Marburg disease was first reported in 1967 in laboratory workers in Germany and Yugoslavia (now Serbia), transmitted from green monkeys (Chlorocebus sabaeus) imported from Uganda to Europe.

Since then, Marburg virus has been reported in various parts of Africa in bats. Human disease has been reported from Angola, the Democratic Republic of Congo (DRC), Kenya, Uganda and an imported case in South Africa.

The most significant human outbreaks were in the DRC in 1998–2000 and Angola in 2004–2005 with 128 and 227 human fatalities. Case fatality rates varied from 24% to 88% in past outbreaks, depending on virus strain and case management.

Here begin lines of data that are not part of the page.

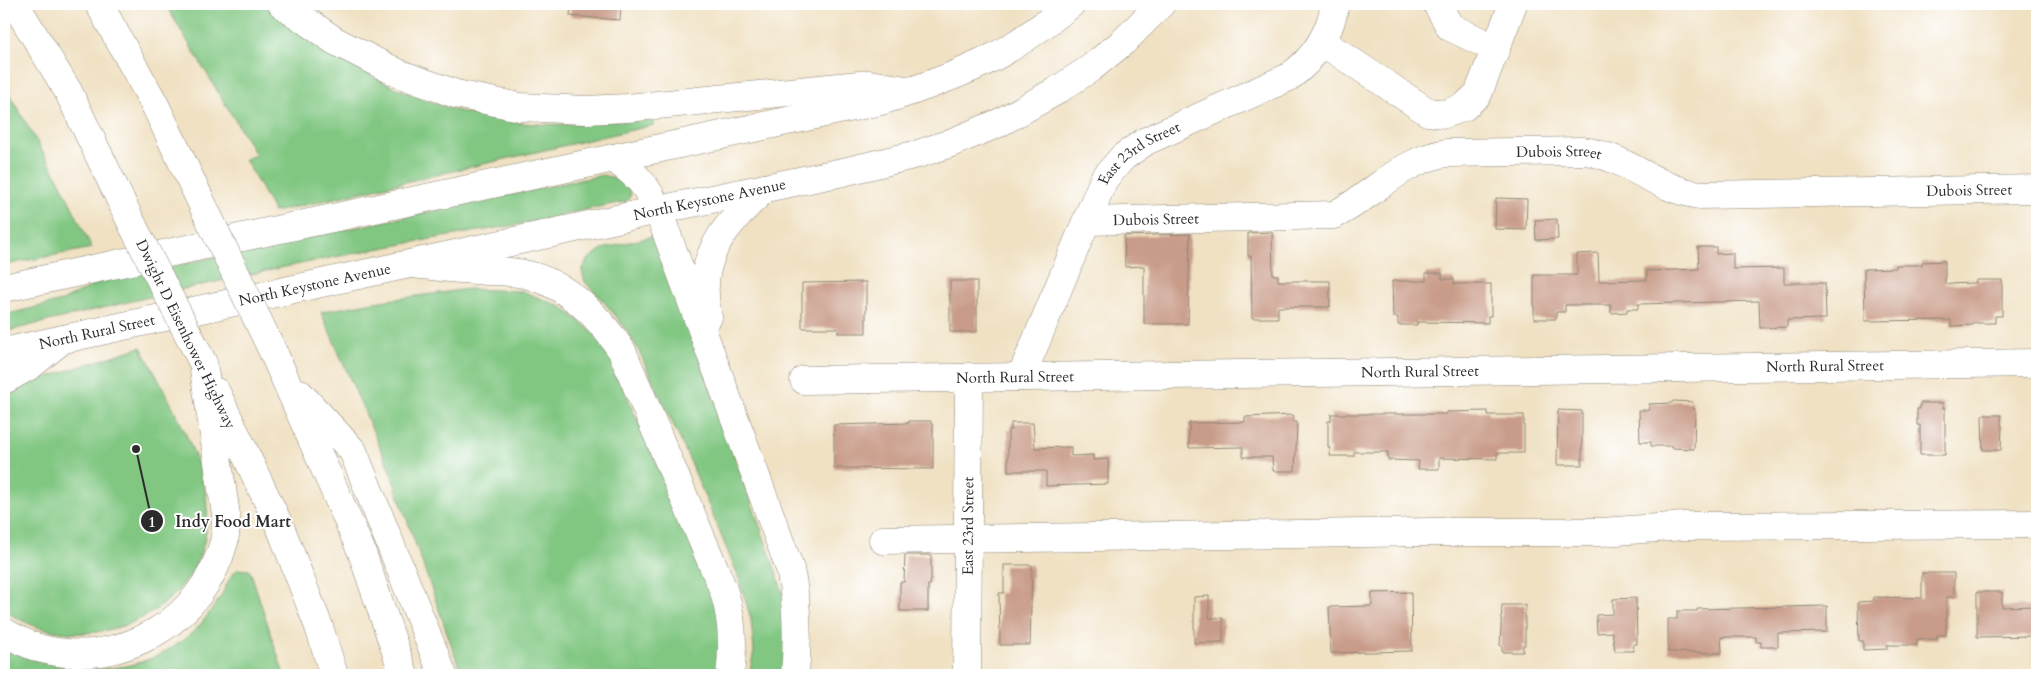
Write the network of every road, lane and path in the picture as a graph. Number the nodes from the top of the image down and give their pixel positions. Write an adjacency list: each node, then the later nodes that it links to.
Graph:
1 (15, 4): 23 (main road, Dwight D Eisenhower Highway, bridge)
2 (98, 4): 25 (main road, bridge)
3 (282, 4): 11 (main road)
4 (1071, 4): 11 (main road)
5 (1161, 4): 13 (main road, North Keystone Avenue)
6 (1335, 4): 9 (main road, East 23rd Street)
7 (1437, 4): 10 (main road)
8 (1513, 4): 10 (main road)
9 (1322, 42): 10 (main road); 16 (main road, East 23rd Street)
10 (1496, 49)
11 (912, 91): 12 (main road)
12 (614, 158): 15 (main road); 18 (main road)
13 (765, 188): 15 (main road, North Keystone Avenue); 22 (main road)
14 (2037, 189): 16 (main road, Dubois Street)
15 (658, 210): 17 (main road, North Keystone Avenue); 22 (main road)
16 (1087, 221): 27 (main road, East 23rd Street)
17 (414, 264): 19 (main road, North Keystone Avenue); 37 (main road)
18 (4, 288)
19 (219, 304): 20 (main road, North Rural Street)
20 (63, 339): 21 (main road, North Rural Street); 28 (main road)
21 (4, 352)
22 (714, 358): 38 (main road)
23 (203, 363): 33 (main road); 34 (main road, Dwight D Eisenhower Highway)
24 (2037, 363): 27 (main road, North Rural Street)
25 (279, 365): 35 (main road); 36 (main road)
26 (969, 377): 27 (main road, North Rural Street); 29 (main road, North Rural Street); 31 (main road, East 23rd Street)
27 (1021, 377)
28 (4, 380)
29 (804, 380)
30 (2037, 524): 31 (main road)
31 (968, 538): 32 (main road); 39 (main road, East 23rd Street)
32 (883, 540)
33 (4, 632)
34 (334, 675)
35 (404, 675)
36 (444, 675)
37 (730, 675)
38 (795, 675)
39 (968, 675)

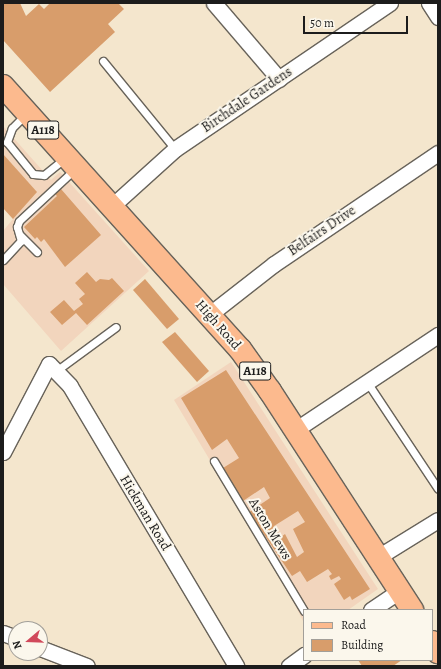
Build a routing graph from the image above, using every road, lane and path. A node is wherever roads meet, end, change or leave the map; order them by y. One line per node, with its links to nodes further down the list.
1 (214, 3): 6 (street)
2 (390, 3): 6 (street, Birchdale Gardens)
3 (429, 3): 4 (street)
4 (438, 17)
5 (104, 61): 9 (lane)
6 (280, 79): 9 (street, Birchdale Gardens)
7 (3, 86): 8 (main road, High Road / A118)
8 (27, 113): 11 (main road, High Road / A118); 11 (lane)
9 (175, 149): 12 (street, Birchdale Gardens)
10 (438, 153): 16 (street, Belfairs Drive)
11 (71, 162): 12 (main road, High Road / A118); 13 (lane)
12 (112, 206): 16 (main road, High Road / A118)
13 (19, 234): 14 (lane); 15 (lane)
14 (37, 252)
15 (3, 260)
16 (210, 314): 21 (main road, High Road / A118)
17 (116, 327): 19 (lane)
18 (438, 335): 20 (street)
19 (52, 367): 22 (street); 34 (street, Hickman Road)
20 (367, 382): 21 (street); 24 (lane)
21 (295, 430): 26 (main road, High Road / A118)
22 (3, 452)
23 (214, 461): 28 (lane, Aston Mews)
24 (438, 489)
25 (438, 520): 26 (street)
26 (378, 557): 27 (main road, High Road / A118)
27 (400, 591): 29 (street); 30 (main road, High Road / A118)
28 (303, 609)
29 (373, 609)
30 (411, 609)
31 (48, 651): 33 (street)
32 (303, 656): 35 (street)
33 (87, 666)
34 (236, 666)
35 (289, 666)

The latest detection in West Africa expands our knowledge of the incidence of spillover and human diseases to a new geographical area.

What does this mean?

For more than two decades after the first detection, scientists didn’t know how the green monkeys from Uganda had got the disease. The host species – where the virus lives in nature – and epidemiology – how it spreads – weren’t understood. It was only in 1999 that Marburg virus was detected in bats for the first time, including the Egyptian Rousette bat in the DRC. This indicated that the host of the virus might be bats. The virus was detected and isolated from Egyptian Rousette bats in East Africa and South Africa in the following years, expanding the geographical range.

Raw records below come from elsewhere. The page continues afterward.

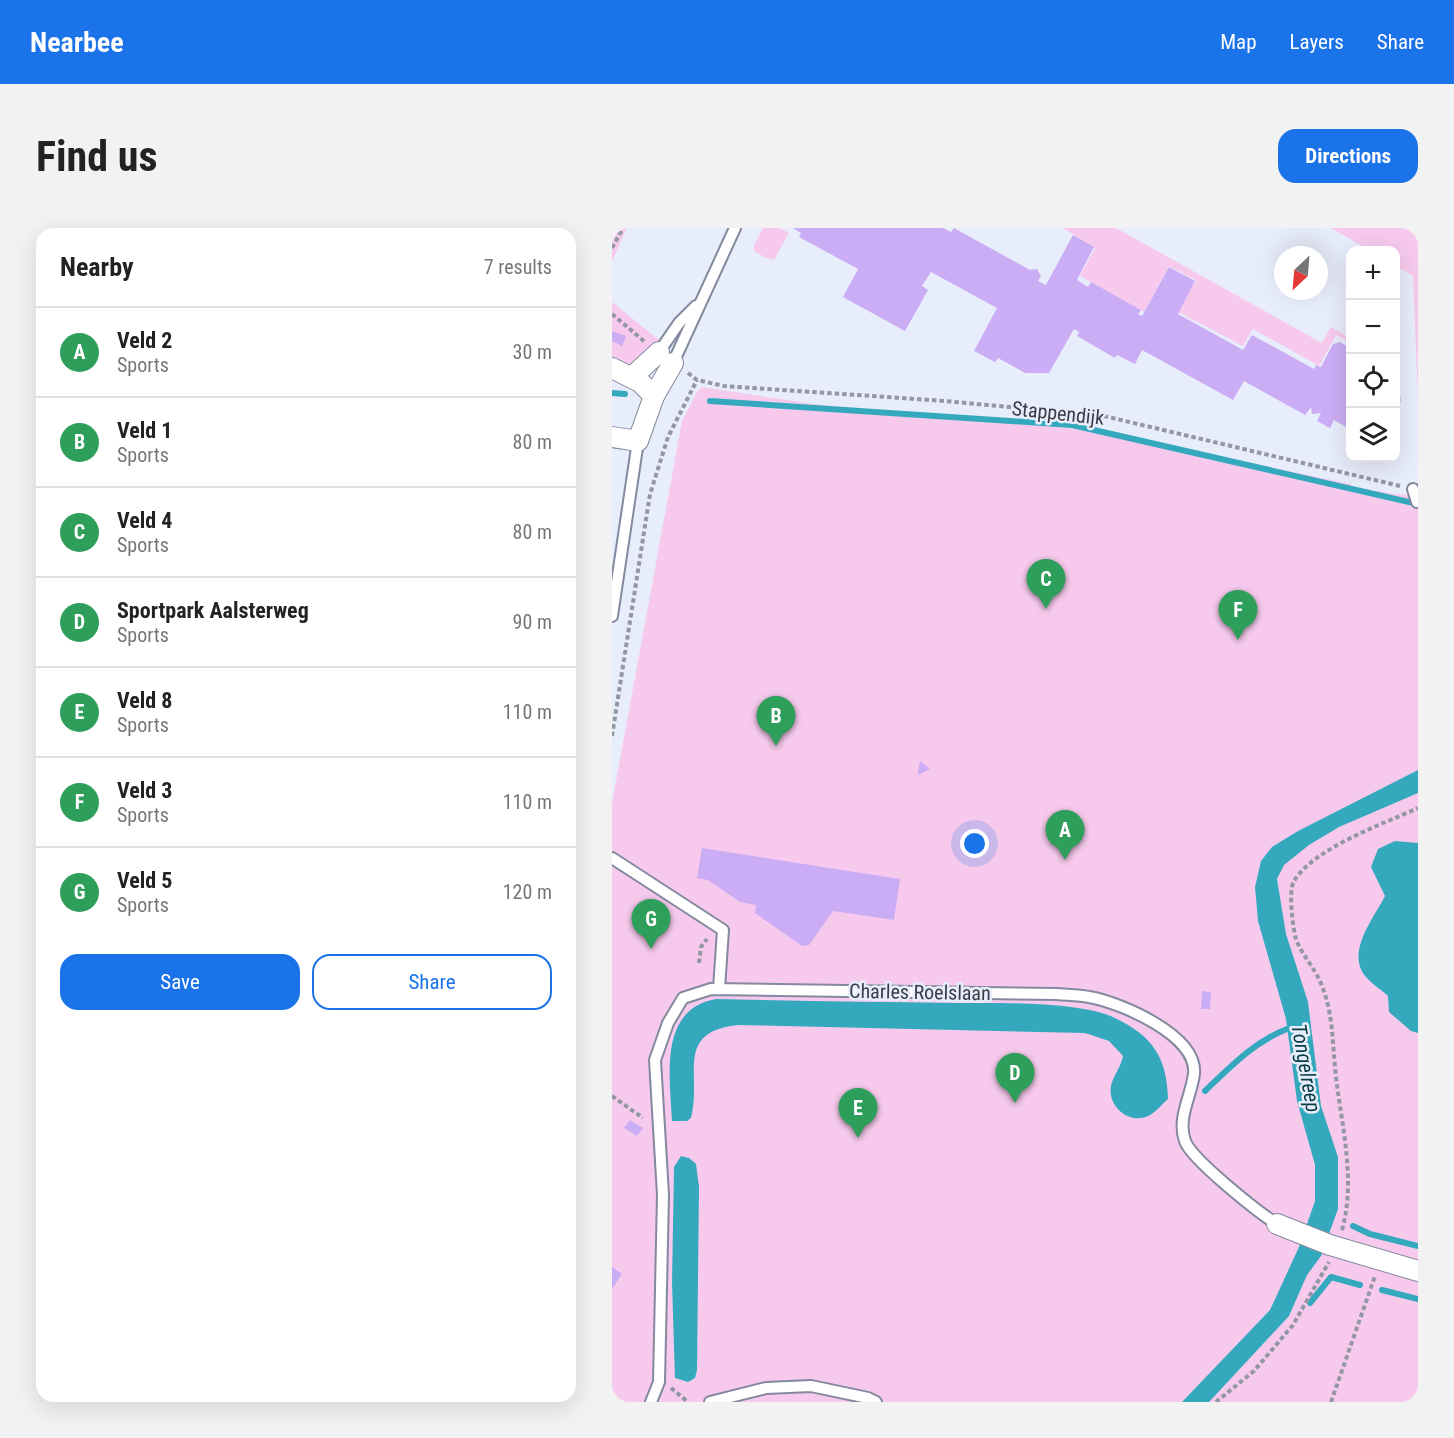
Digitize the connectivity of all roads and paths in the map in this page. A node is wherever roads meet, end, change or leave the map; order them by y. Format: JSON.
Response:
{"nodes":[{"id":1,"x":623,"y":228,"type":"edge"},
{"id":2,"x":735,"y":228,"type":"edge"},
{"id":3,"x":612,"y":248,"type":"edge"},
{"id":4,"x":698,"y":304,"type":"junction"},
{"id":5,"x":614,"y":317,"type":"edge"},
{"id":6,"x":666,"y":358,"type":"junction"},
{"id":7,"x":612,"y":368,"type":"edge"},
{"id":8,"x":632,"y":377,"type":"junction"},
{"id":9,"x":654,"y":396,"type":"junction"},
{"id":10,"x":612,"y":437,"type":"edge"},
{"id":11,"x":638,"y":441,"type":"junction"},
{"id":12,"x":1413,"y":489,"type":"joint"},
{"id":13,"x":1417,"y":502,"type":"edge"},
{"id":14,"x":612,"y":616,"type":"edge"},
{"id":15,"x":612,"y":736,"type":"edge"},
{"id":16,"x":1418,"y":808,"type":"edge"},
{"id":17,"x":612,"y":858,"type":"edge"},
{"id":18,"x":716,"y":926,"type":"junction"},
{"id":19,"x":699,"y":963,"type":"dead end"},
{"id":20,"x":719,"y":989,"type":"junction"},
{"id":21,"x":612,"y":1096,"type":"edge"},
{"id":22,"x":659,"y":1129,"type":"junction"},
{"id":23,"x":1277,"y":1224,"type":"joint"},
{"id":24,"x":1334,"y":1246,"type":"junction"},
{"id":25,"x":1381,"y":1261,"type":"junction"},
{"id":26,"x":1418,"y":1271,"type":"edge"},
{"id":27,"x":651,"y":1402,"type":"edge"},
{"id":28,"x":710,"y":1402,"type":"edge"},
{"id":29,"x":876,"y":1402,"type":"edge"},
{"id":30,"x":1216,"y":1402,"type":"edge"},
{"id":31,"x":1331,"y":1402,"type":"edge"}],
"edges":[{"from":1,"to":3,"type":"path"},
{"from":2,"to":4,"type":"lane"},
{"from":4,"to":6,"type":"lane"},
{"from":4,"to":6,"type":"lane"},
{"from":5,"to":6,"type":"path"},
{"from":6,"to":8,"type":"street"},
{"from":6,"to":9,"type":"street"},
{"from":7,"to":8,"type":"street"},
{"from":8,"to":9,"type":"street"},
{"from":9,"to":11,"type":"street"},
{"from":10,"to":11,"type":"street"},
{"from":11,"to":14,"type":"lane"},
{"from":12,"to":13,"type":"lane"},
{"from":12,"to":15,"type":"path","name":"Stappendijk"},
{"from":16,"to":24,"type":"path"},
{"from":17,"to":18,"type":"lane"},
{"from":18,"to":19,"type":"path"},
{"from":18,"to":20,"type":"lane"},
{"from":20,"to":22,"type":"lane","name":"Charles Roelslaan"},
{"from":20,"to":23,"type":"lane","name":"Charles Roelslaan"},
{"from":21,"to":22,"type":"path"},
{"from":22,"to":27,"type":"lane","name":"Charles Roelslaan"},
{"from":23,"to":24,"type":"street","name":"Charles Roelslaan"},
{"from":24,"to":25,"type":"street","name":"Charles Roelslaan"},
{"from":24,"to":30,"type":"path"},
{"from":25,"to":26,"type":"street","name":"Charles Roelslaan"},
{"from":25,"to":31,"type":"path"},
{"from":28,"to":29,"type":"lane"}]}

This bat is cave-dwelling and widespread throughout Africa, including West Africa.

The Egyptian Rousette bat has been confirmed as a reservoir host species of Marburg virus. This was done through surveillance and follow-up experimental infections in a laboratory to investigate disease development in a controlled environment. When these bats are infected they do not show signs of disease but can transmit it to humans and other animals, where it is sometimes fatal.

Specific high-risk infection periods have been identified in bat populations, and birthing periods during the summer are reported to be a driver. These pulses coincided with the timing of human infections in Uganda. The Egyptian Rousette bat lives in caves or mines, and outbreaks have been linked to gold mining activities and entering caves with potential contact with bat faecal excretions or aerosols.

The geographical range where Marburg virus has been detected in bats is more widespread than recorded human outbreaks and they coincide with the presence of the Egyptian Rousette fruit bat. However, surveillance has been sporadic and hasn’t covered all geographical areas in the past. Studies in West Africa have been very limited. Wildlife surveillance is severely lacking on several levels including collection of samples. Diagnostic capacity to test for these types of viruses is also lacking. The same is true for detecting disease in humans especially when only a few cases occur and in very remote areas.

From our knowledge of the epidemiology of the virus, it will be present wherever this bat species occurs. Environmental and man-made changes act as a significant contributor to disease emergence. These include changes in land use, human population growth and increased mobility across landscapes, changes in human socioeconomic behaviour or social structure, increased trade, forest fires, extreme weather events, wars, and breakdown in public health infrastructure, to name a few. These activities also result in increased contact with wildlife such as bats, ultimately leading to a higher risk of spillover. The Egyptian Rousette bat will also use abandoned mines as roosting sites and this may change their distribution.

As additional opportunities arise for spillover, it’s probable that more of the bat-borne viral diversity could spill over in the future. This is also true for Marburg virus. More opportunities for contact between bats and humans will certainly lead to an increase in human infections.

This again highlights the importance of surveillance, quickly detecting these spillover events to prevent further human transmission, and building the in-country capacity to make the diagnosis quickly and efficiently.